I'm successfully testing Windows 2008 Clustering without expensive SAN storage.  Not everyone has extra servers and a SAN to play with.  What I did have was an HP BL460C blade server with internal SAS hard disks and a free copy of VMWare ESXi 4.1. 

After installing ESX, I built two Windows Server 2008 R2 Enterprise Edition VM's.  To create the shared storage, I simply created a shared disk in VMware.  To do this, launch the vSphere client, connect to your ESX server (or vCenter server if you have one), navigate to the first 2008 VM, right-click and Edit Settings.

Click Add, select Hard Disk and select "Create a new Virtual Disk".  Next, select the size of the disk, and select the "support clustering features" checkbox as shown in figure 4.  That allows two VMs to access the same disk without an exclusive lock.  Next, choose a virtual device node (a virtual LUN ID).  Shared disks can not be on SCSI adapter 0 under VMware, so select 1:0.  This will automatically create a second virtual SCSI adapter.
Figure 4 - Adding a clusterable VM disk
After creating the new disk, you will see a new SCSI adapter in the hardware list of the VM.  Select this new SCSI adapter, and set the SCSI Bus Sharing mode to Virtual.

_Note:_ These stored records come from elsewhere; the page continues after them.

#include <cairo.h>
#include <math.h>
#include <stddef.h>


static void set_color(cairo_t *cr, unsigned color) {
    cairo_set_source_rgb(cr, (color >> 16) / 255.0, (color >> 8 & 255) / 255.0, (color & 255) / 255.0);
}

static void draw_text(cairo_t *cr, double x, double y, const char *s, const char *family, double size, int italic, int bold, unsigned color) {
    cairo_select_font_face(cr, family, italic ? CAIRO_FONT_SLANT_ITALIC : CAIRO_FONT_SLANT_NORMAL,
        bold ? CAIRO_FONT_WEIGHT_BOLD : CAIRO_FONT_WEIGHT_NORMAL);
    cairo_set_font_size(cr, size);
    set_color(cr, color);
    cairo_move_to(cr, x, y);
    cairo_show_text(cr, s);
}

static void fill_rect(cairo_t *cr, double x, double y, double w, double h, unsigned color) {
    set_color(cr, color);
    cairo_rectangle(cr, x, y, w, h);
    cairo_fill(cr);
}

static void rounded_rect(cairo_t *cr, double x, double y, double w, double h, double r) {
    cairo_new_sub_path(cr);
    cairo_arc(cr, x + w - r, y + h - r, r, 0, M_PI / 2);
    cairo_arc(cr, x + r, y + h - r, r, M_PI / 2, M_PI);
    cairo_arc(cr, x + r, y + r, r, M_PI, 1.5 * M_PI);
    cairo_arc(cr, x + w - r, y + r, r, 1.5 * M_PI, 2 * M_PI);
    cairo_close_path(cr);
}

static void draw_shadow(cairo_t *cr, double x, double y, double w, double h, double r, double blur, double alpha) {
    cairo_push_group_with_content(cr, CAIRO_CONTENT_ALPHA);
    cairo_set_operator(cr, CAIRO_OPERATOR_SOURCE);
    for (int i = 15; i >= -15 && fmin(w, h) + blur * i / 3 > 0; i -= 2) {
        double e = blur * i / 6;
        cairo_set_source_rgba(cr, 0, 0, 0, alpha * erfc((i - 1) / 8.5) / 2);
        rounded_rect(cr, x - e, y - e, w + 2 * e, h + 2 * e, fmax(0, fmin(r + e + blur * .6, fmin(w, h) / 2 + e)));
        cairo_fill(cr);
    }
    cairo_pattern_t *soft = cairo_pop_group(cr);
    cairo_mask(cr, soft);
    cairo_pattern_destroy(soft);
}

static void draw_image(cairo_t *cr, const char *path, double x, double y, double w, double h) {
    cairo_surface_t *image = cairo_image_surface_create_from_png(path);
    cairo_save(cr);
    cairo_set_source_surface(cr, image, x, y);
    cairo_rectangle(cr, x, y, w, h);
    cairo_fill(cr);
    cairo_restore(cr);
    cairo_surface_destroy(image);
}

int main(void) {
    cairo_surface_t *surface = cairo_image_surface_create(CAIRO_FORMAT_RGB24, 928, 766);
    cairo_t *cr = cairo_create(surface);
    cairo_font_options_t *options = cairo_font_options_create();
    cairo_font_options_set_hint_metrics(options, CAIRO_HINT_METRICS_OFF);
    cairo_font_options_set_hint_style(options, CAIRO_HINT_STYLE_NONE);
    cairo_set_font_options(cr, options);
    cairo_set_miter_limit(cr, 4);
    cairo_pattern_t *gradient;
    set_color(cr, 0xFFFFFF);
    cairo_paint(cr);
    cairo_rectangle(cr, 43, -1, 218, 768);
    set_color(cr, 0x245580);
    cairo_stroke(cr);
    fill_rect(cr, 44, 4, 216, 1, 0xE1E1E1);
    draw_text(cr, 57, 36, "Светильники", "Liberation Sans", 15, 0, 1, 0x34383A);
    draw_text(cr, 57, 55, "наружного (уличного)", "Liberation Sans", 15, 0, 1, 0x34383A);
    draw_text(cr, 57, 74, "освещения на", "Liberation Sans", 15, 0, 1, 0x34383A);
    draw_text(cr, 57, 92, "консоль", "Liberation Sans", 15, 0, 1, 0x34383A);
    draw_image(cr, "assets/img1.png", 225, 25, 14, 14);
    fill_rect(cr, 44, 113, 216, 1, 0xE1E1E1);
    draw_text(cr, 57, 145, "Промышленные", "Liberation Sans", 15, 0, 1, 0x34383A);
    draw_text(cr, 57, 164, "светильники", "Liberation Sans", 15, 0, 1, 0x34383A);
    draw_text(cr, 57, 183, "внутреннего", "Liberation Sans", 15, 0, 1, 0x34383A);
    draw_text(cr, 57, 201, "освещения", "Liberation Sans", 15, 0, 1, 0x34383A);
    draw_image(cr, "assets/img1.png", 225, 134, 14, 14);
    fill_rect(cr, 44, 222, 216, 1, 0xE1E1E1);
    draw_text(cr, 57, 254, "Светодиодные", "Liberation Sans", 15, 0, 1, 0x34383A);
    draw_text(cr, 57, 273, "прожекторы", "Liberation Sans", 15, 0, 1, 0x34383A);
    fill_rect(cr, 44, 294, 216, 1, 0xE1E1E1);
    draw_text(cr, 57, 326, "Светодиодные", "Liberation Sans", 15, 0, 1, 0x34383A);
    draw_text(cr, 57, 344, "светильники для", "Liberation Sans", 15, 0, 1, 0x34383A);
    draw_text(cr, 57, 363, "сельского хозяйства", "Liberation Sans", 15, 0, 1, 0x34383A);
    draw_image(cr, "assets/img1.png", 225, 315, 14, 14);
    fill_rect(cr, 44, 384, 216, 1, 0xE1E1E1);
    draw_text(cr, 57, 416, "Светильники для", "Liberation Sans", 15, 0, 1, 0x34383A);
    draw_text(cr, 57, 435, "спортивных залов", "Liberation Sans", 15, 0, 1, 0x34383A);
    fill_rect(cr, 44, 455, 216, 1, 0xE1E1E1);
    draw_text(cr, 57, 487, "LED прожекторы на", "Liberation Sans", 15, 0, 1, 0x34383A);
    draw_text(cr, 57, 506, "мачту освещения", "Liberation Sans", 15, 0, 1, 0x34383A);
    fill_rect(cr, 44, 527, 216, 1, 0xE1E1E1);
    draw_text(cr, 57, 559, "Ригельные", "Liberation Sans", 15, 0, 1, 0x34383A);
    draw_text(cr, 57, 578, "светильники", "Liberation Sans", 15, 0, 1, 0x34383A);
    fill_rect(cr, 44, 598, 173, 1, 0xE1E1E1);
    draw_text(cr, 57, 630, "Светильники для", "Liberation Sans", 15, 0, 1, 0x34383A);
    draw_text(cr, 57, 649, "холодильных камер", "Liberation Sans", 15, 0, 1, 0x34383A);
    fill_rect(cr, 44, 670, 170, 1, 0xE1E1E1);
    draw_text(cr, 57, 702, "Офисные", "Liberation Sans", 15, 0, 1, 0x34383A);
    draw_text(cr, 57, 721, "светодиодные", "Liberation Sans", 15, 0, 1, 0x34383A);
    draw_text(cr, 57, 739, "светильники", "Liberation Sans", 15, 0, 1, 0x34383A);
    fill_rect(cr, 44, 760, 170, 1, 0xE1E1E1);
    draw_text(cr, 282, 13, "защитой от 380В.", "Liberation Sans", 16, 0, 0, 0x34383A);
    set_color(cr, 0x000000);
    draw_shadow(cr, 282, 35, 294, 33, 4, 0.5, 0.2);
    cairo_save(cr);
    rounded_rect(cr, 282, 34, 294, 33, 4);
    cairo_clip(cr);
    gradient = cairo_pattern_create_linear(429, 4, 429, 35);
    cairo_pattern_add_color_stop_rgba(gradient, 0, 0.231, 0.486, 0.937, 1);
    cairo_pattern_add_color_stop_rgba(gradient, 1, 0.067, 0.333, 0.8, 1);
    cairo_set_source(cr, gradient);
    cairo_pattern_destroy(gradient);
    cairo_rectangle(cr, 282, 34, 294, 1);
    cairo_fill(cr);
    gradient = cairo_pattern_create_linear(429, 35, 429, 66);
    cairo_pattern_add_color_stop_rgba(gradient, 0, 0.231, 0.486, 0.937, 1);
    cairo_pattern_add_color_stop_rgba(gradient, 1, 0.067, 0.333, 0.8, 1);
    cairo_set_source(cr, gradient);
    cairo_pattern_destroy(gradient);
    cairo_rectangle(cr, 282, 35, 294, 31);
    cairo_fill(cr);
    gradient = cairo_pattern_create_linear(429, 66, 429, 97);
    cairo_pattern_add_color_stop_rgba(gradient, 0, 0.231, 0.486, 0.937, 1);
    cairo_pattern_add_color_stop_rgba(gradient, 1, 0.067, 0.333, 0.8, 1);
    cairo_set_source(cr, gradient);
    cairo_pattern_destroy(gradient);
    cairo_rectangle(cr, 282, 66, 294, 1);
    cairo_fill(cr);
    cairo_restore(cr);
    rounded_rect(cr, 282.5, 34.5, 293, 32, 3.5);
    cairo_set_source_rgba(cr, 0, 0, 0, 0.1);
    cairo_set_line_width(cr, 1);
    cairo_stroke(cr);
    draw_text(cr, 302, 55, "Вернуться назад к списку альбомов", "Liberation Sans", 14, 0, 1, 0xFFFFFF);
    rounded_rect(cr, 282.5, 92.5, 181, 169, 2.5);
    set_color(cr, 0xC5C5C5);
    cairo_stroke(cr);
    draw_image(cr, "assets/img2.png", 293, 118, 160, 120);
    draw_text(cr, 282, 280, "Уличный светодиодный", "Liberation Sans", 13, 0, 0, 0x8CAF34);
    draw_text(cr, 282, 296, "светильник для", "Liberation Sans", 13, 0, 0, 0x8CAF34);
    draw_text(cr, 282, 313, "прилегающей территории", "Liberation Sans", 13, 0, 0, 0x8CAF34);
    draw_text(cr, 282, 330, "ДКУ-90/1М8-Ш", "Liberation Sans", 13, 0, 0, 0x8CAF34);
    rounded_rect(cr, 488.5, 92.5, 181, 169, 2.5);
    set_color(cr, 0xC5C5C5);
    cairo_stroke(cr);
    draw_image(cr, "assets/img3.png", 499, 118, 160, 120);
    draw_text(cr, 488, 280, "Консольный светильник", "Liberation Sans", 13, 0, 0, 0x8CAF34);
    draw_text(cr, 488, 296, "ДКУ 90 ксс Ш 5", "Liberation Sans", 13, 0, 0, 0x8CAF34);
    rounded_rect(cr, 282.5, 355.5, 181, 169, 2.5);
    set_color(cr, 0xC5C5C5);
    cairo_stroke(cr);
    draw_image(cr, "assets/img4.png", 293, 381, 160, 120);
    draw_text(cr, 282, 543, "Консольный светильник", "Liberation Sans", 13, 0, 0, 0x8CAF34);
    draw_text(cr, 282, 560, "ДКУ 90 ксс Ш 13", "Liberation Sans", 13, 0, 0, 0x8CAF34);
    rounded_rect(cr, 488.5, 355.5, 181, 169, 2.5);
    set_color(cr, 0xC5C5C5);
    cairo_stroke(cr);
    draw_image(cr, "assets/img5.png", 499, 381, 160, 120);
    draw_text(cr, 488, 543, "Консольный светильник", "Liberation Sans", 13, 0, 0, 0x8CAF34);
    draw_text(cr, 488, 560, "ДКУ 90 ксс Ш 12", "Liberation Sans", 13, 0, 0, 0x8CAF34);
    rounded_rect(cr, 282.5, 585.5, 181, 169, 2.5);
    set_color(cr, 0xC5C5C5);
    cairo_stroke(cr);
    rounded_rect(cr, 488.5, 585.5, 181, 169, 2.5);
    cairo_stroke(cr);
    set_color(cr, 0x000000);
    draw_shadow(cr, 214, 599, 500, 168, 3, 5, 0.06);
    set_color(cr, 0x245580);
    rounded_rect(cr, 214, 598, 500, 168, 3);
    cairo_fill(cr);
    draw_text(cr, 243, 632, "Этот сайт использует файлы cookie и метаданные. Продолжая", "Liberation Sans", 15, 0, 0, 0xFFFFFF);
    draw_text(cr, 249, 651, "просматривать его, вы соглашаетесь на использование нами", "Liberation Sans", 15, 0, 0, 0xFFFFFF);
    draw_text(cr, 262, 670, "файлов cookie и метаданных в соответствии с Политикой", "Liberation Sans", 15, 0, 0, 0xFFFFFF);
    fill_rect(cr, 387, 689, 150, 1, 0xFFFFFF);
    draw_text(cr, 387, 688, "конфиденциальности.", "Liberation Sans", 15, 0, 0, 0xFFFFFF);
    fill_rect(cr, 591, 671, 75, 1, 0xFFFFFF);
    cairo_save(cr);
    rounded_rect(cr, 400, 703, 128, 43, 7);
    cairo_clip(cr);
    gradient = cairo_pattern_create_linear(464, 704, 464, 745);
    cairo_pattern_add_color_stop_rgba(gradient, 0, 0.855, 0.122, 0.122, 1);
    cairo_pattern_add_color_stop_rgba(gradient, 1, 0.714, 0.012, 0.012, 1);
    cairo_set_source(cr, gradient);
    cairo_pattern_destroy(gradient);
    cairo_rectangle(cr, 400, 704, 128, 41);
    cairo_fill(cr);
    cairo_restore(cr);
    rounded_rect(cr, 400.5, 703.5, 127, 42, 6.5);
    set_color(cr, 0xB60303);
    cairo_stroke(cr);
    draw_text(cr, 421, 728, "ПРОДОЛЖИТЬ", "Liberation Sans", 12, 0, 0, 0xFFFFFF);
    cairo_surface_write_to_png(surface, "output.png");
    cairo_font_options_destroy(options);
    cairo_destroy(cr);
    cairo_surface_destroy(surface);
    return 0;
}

OK, node 1 of our cluster can see the new disk.  Now let's add it to our second node.  Navigate to the other 2008 VM, and edit settings.  Add a hard disk, this time select existing disk.  Browse to the new disk (stored in the first 2008 VM's folder) and add it.  Again, select SCSI 1:0 and change the new SCSI adapter's sharing mode to virtual.  Done!  Now you can cluster the 2008 VM's using your shared virtual disk.

There you go, Windows 2008 Cluster testing on the cheap!  Happy testing.